• Task to carry out: From the listing below, extract every line in which the word "rows" appears.

• Provided information:
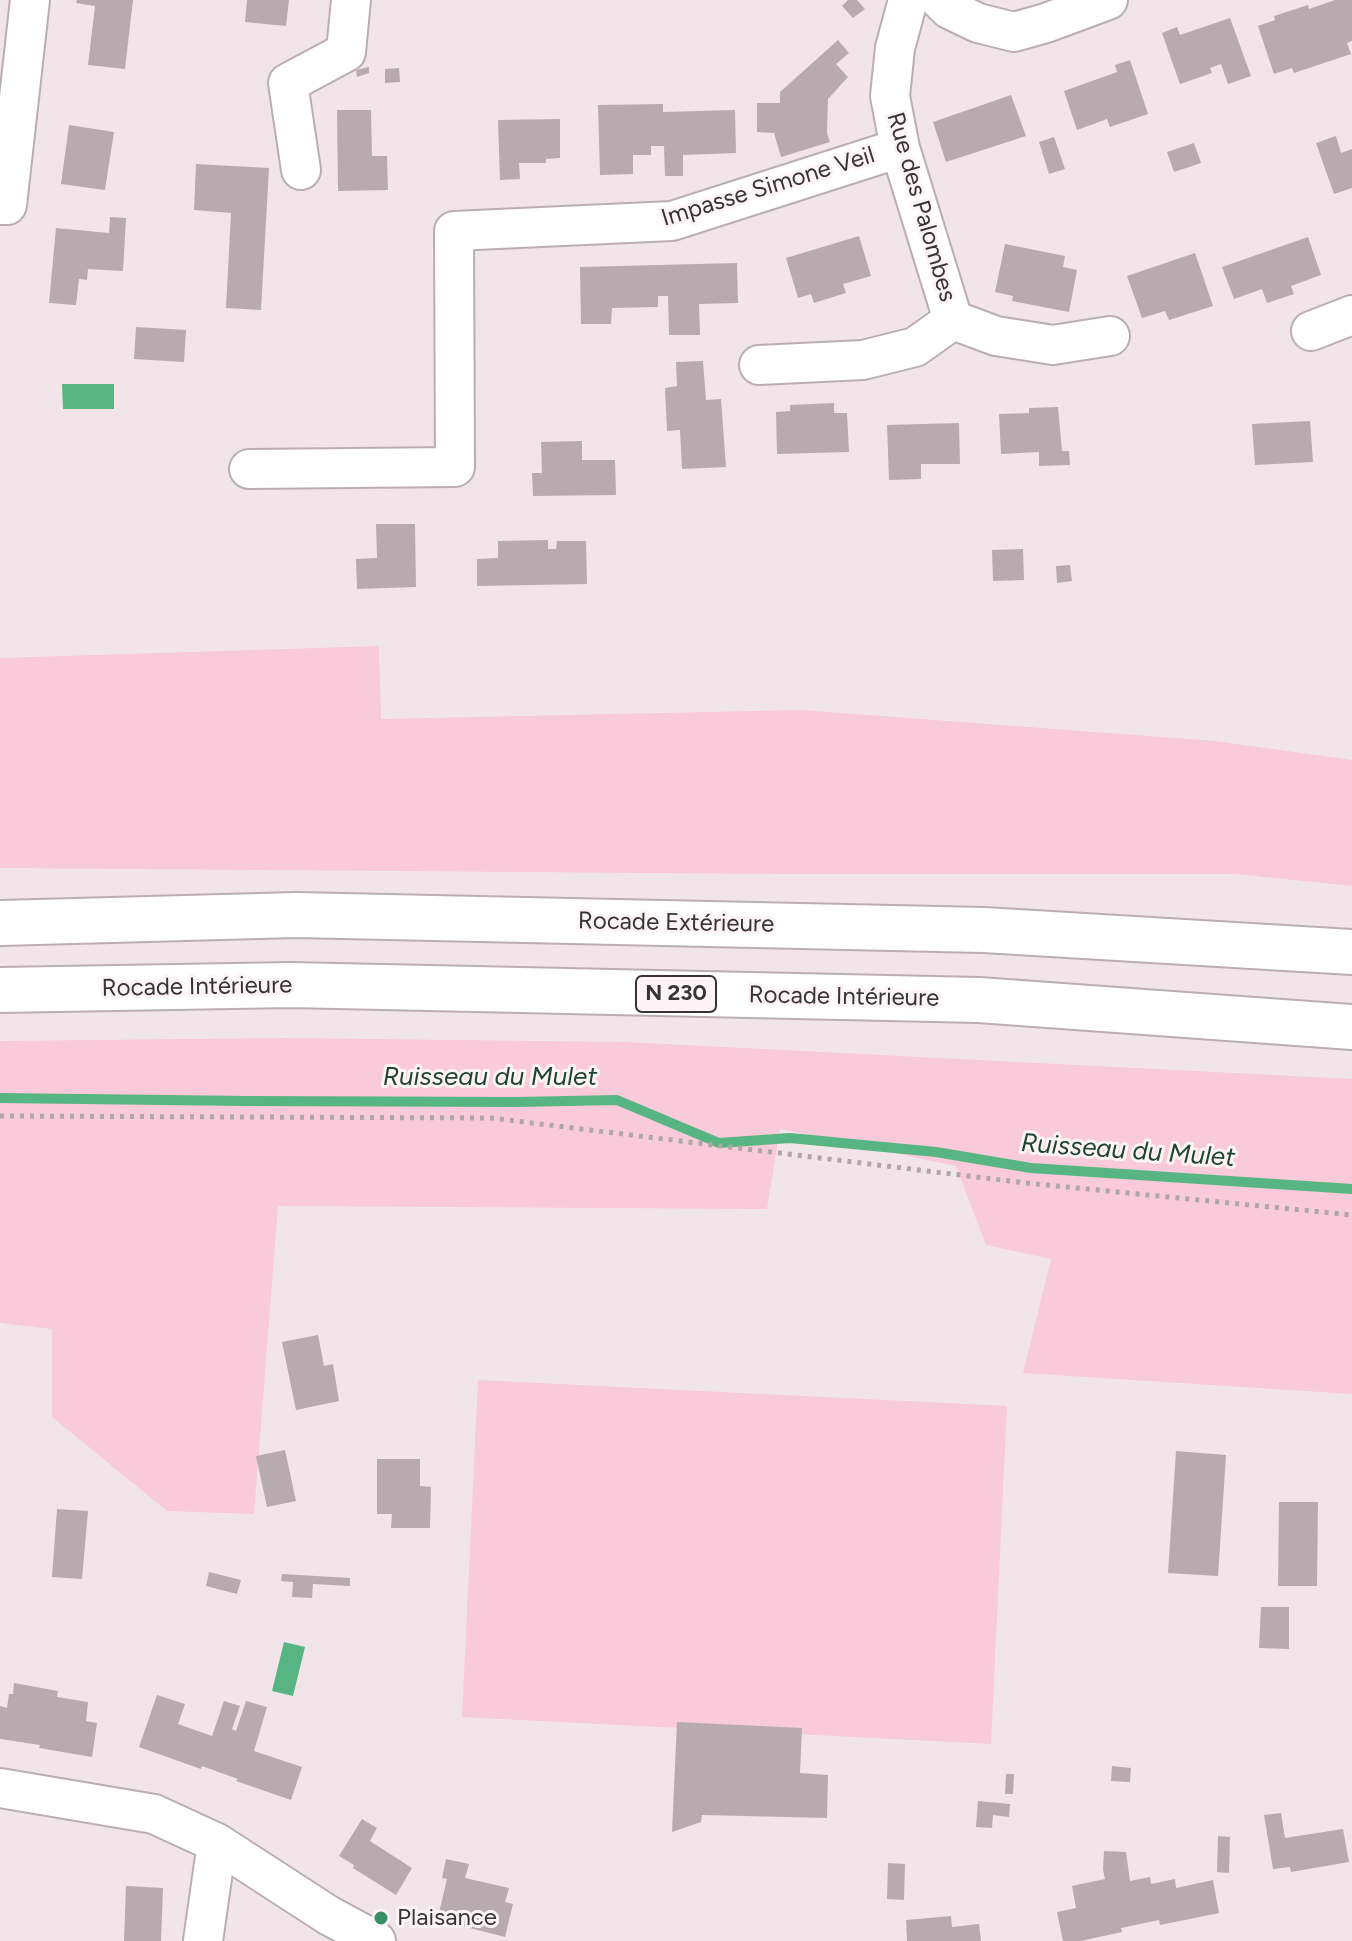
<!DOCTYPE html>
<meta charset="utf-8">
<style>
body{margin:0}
canvas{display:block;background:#f2e5e9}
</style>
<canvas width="1352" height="1941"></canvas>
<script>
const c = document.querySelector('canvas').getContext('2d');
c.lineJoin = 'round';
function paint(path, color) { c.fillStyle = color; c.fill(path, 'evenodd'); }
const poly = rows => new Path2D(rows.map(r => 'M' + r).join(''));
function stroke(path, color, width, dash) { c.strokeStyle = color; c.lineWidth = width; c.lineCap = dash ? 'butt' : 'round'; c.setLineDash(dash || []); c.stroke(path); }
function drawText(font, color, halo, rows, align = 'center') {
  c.font = font + ' Figtree,sans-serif'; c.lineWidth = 6; c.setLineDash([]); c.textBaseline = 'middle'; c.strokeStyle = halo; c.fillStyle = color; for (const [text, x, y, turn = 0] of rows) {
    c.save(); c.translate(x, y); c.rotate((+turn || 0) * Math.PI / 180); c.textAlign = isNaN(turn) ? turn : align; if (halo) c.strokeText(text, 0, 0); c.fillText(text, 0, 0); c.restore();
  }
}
paint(poly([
 [379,646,381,719,801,710,1215,741,1352,760,1352,886,1236,874,779,874,0,868,0,658],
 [285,1038,626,1042,1352,1079,1352,1394,1023,1373,1051,1259,986,1245,956,1166,780,1129,767,1209,278,1206,254,1514,167,1511,52,1417,52,1329,0,1323,0,1041],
 [478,1380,1007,1406,991,1744,462,1717]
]), '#f9cad9');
paint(poly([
 [62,384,114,384,114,409,63,409],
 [284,1642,305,1647,293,1696,272,1691]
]), '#56b582');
stroke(poly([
 [0,1098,247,1101,517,1102,617,1100,719,1143,790,1138,936,1152,1031,1168,1352,1189]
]), '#56b582', 10);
paint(poly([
 [77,0,133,0,125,69,88,65,95,6,76,3],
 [247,0,289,0,286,26,245,22],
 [848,0,857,0,865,9,853,18,842,6],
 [1335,0,1352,0,1352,41,1347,43,1351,54,1294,73,1292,68,1274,74,1258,26,1275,20,1274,16,1308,5,1309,9],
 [1230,18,1251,76,1228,84,1221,64,1210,68,1212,73,1180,84,1162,33,1177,27,1180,35],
 [838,40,849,53,836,64,848,77,828,99,827,133,830,142,781,157,774,133,757,132,757,103,780,103,780,92],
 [1130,60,1148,114,1110,127,1107,119,1077,130,1064,91,1117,72,1115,65],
 [369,67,369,73,357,77,356,70],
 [399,68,400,82,385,83,385,69],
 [1011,95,1026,136,946,162,933,122],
 [663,104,663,112,735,110,736,153,683,155,683,176,665,176,664,146,651,146,651,155,633,155,633,174,600,175,598,105],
 [337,110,371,110,372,156,387,156,388,190,338,191],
 [560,119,560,158,546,159,546,163,519,163,520,179,500,180,498,120],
 [69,125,114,132,105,190,61,184],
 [1336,136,1341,153,1352,149,1352,188,1334,194,1316,143],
 [1054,137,1065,169,1049,174,1039,142],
 [1194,143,1201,163,1174,172,1167,152],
 [196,164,269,168,261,310,226,308,231,213,194,210],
 [110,217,126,218,123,271,88,269,87,280,79,279,76,305,49,303,56,228,109,233],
 [859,236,871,276,843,284,846,293,814,303,811,294,798,298,786,258],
 [1308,237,1321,275,1291,286,1294,294,1267,303,1262,289,1234,299,1222,267],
 [1005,244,1065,256,1063,267,1077,270,1069,312,1012,301,1013,296,995,292],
 [1195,253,1213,306,1169,320,1165,311,1142,318,1127,276],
 [737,263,738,303,699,304,700,335,669,335,668,296,658,296,658,307,612,308,611,324,581,324,580,267],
 [136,327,186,330,184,362,134,359],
 [703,361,706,400,721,399,726,467,682,469,680,430,667,431,665,388,677,386,676,362],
 [834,403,834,413,847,413,849,452,777,454,776,412,790,411,790,405],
 [1058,407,1062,451,1069,451,1070,465,1039,466,1039,452,1001,454,999,414,1029,413,1029,408],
 [1310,421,1313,462,1255,465,1252,424],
 [959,423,960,464,921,464,921,479,889,480,887,425],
 [582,441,582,460,615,460,616,495,533,496,532,473,542,473,541,442],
 [376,524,415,524,416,587,357,589,356,559,377,558],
 [548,540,548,549,556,549,557,541,586,541,587,584,477,586,477,559,498,558,498,541],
 [1023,549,1024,580,993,581,992,550],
 [1070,565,1072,581,1057,583,1056,566],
 [318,1335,324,1366,333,1364,339,1401,296,1410,282,1342],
 [285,1450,296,1501,267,1507,256,1456],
 [1176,1451,1226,1455,1218,1576,1168,1573],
 [377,1459,420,1459,420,1486,431,1487,430,1528,391,1528,392,1514,377,1514],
 [1279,1502,1318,1502,1317,1586,1278,1586],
 [57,1509,88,1511,82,1579,52,1577],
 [209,1572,241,1580,237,1594,206,1586],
 [282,1574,350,1578,350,1586,313,1584,312,1598,292,1597,293,1582,281,1581],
 [1261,1607,1289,1607,1289,1649,1259,1648],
 [14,1683,58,1691,57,1697,88,1702,86,1721,97,1723,92,1757,39,1748,40,1745,0,1739,0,1706,7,1708,9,1694,13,1694],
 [157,1695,185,1704,178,1724,212,1736,224,1701,240,1706,232,1729,236,1731,246,1701,267,1707,254,1751,302,1767,291,1800,236,1781,238,1779,202,1766,201,1769,139,1747],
 [677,1722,802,1728,800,1773,828,1775,827,1818,702,1815,701,1822,672,1832],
 [1112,1766,1131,1768,1130,1782,1111,1781],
 [1006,1774,1014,1774,1013,1794,1005,1794],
 [978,1801,1010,1804,1009,1817,993,1815,992,1828,976,1827],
 [1281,1813,1285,1838,1343,1829,1349,1862,1291,1872,1290,1867,1273,1869,1264,1815],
 [362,1819,377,1828,370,1841,412,1868,396,1895,353,1868,354,1865,339,1856],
 [1218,1836,1230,1837,1229,1873,1217,1872],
 [1104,1851,1126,1852,1130,1881,1150,1877,1151,1884,1175,1879,1176,1888,1213,1880,1219,1913,1160,1925,1159,1920,1121,1928,1122,1932,1081,1941,1063,1941,1057,1912,1076,1908,1072,1886,1105,1879,1103,1870],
 [446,1859,469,1864,465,1878,509,1888,505,1902,513,1904,505,1937,454,1924,455,1921,438,1917,447,1879,442,1878],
 [888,1863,905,1864,904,1900,887,1899],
 [126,1886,163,1888,161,1941,124,1941],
 [951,1916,952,1927,979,1924,981,1941,907,1941,906,1920]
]), '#b7abaf');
const street = poly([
 [908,0,895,48,890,96,900,148,953,320,996,336,1053,345,1110,336],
 [940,0,949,9,978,23,1014,32,1046,23,1108,0],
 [301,170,288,83,346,52,351,0],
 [0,205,7,205,30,0],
 [1311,331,1352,315],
 [759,365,863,360,915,347,953,320],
 [249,469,455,467,454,231,672,221,900,148],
 [0,1788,154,1814,217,1843,328,1915,376,1941],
 [203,1941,217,1843]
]);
const highway = poly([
 [0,923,296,915,984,930,1352,952],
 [0,990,291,985,979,1000,1352,1027]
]);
stroke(street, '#bbaeb2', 42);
stroke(highway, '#bbaeb2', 48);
stroke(poly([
 [0,1116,491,1118,1026,1183,1352,1215]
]), '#b0a6a9', 5, [4, 6]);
stroke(street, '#fff', 38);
stroke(highway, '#fff', 44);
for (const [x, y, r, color] of [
 [381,1918,8,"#388f63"]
]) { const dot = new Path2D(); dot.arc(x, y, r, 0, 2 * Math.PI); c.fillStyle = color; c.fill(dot); stroke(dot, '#fef3f6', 3); }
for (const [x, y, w] of [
 [676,994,80]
]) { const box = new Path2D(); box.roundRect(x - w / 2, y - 18, w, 36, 6); c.fillStyle = '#fef3f6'; c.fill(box); stroke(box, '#383334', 2); }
drawText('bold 22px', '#383334', null, [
 ["N 230",676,994]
]);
drawText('24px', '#383334', '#fef3f6', [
 ["Impasse Simone Veil",768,187,-17],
 ["Rue des Palombes",921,207,74],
 ["Rocade Extérieure",676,923,1],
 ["Rocade Intérieure",197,987,-1],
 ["Rocade Intérieure",844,997,1]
]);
drawText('24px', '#383334', '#fef3f6', [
 ["Plaisance",397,1918]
], 'left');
drawText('italic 26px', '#1d4530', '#fef3f6', [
 ["Ruisseau du Mulet",490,1077],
 ["Ruisseau du Mulet",1128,1151,4]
]);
</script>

• Answer to this exercise:
const poly = rows => new Path2D(rows.map(r => 'M' + r).join(''));
function drawText(font, color, halo, rows, align = 'center') {
  c.font = font + ' Figtree,sans-serif'; c.lineWidth = 6; c.setLineDash([]); c.textBaseline = 'middle'; c.strokeStyle = halo; c.fillStyle = color; for (const [text, x, y, turn = 0] of rows) {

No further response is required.